AirAlfa was a charter airline based in Atatürk International Airport, Istanbul, Turkey. It also had an additional base at Antalya Airport. It also operated charter services to tour operators. Air Alfa ceased operations in December 2001 and had its licence revoked on 17 November 2002.

==History==
Air Alfa was founded in 1992 and started operating flights between Turkey and Western Europe. However, the airline was grounded for the rest of 1992 because it did not meet the rules of the Turkish Civil Aviation Authority. This was because it handled less than three aircraft, being Boeing 727-200s. The Airline restarted flights in 1993, leasing a Boeing 737. Air Alfa also operated exclusive full charter flights (tourist flights, guest worker flights) to partner tour operators such as Nazar Reisen in Germany and Sultan Reizen in the Netherlands.

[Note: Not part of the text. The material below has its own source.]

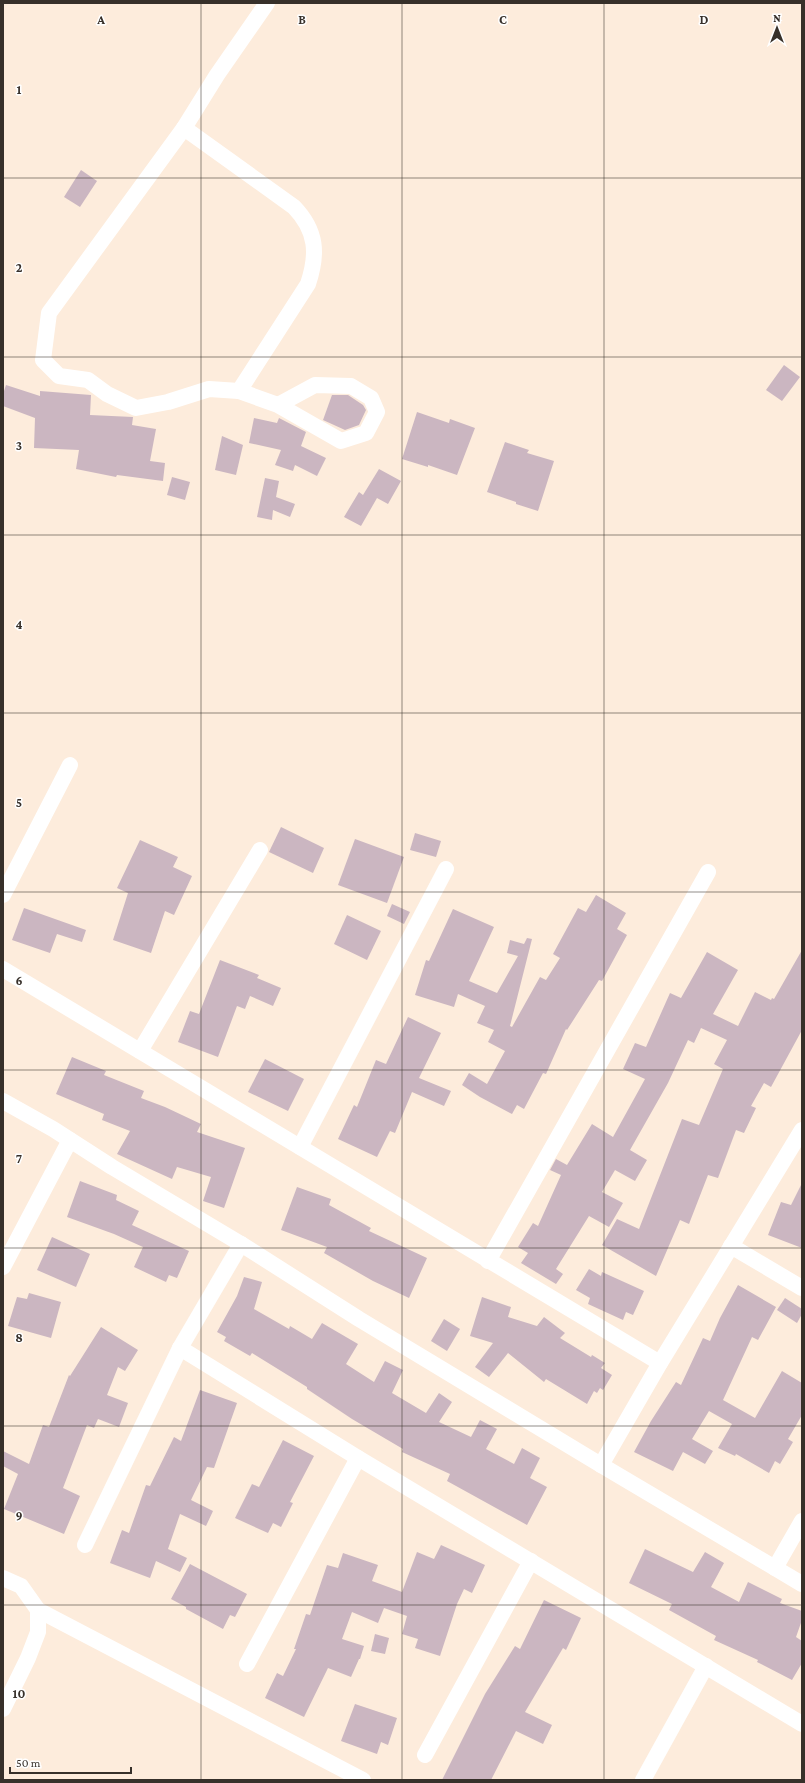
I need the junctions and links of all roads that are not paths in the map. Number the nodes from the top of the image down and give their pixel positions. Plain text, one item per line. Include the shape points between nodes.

In 1994, the airline started long haul flights by receiving its first Airbus A300, and was joined by a second which was leased from EgyptAir. A further six were added in the following years, but reduced to five after the accident of an Air Alfa Flight in Istanbul. During 1996, Air Alfa carried one million passengers for the first time.

==Acquisitions==
In December 1996, the airline was acquired from Kombassan, and the fleet was modernised with new Airbus A321-100's, with an Airbus A300B4-203 and a Boeing 727-200 being retired.

In 1996, Air Alfa was acquired by Kombassan. In 2000, Air Alfa started to struggle and have financial difficulties, cutting back and reducing schedules until its end in 2001. The airline restarted in 2002 under the name 'Alpha Airlines', but this was quickly forgotten as it ceased operations and filed for bankruptcy on 17 November 2002.

==Fleet==
Air Alfa operated the following aircraft during operations:

Air Alfa Operated Fleet
| Aircraft | Number operated | Notes |
|---|---|---|
| Airbus A300B4-103 | 2 |  |
| Airbus A300B4-203 | 6 | 1 leased from EgyptAir 1 set alight at Atatürk International Airport |
| Airbus A300B4-622R | 3 |  |
| Airbus A320-200 | 3 | 1 leased from TransAer International Airlines |
| Airbus A321-100 | 4 |  |
| Boeing 727-200 | 2 |  |
| Boeing 737-300 | 2 |  |
| Boeing 737-400 | 1 | Leased from Pegasus Airlines |
| Boeing 757-200 | 1 | Leased from Turkmenistan Airlines |

==Incidents==
On 17 May 1996, an Air Alfa Airbus A300B4-203 (Registration TC-ALP) was set alight at Istanbul Atatürk Airport. There were no fatalities as it was empty at the time. The aircraft was destroyed and written off.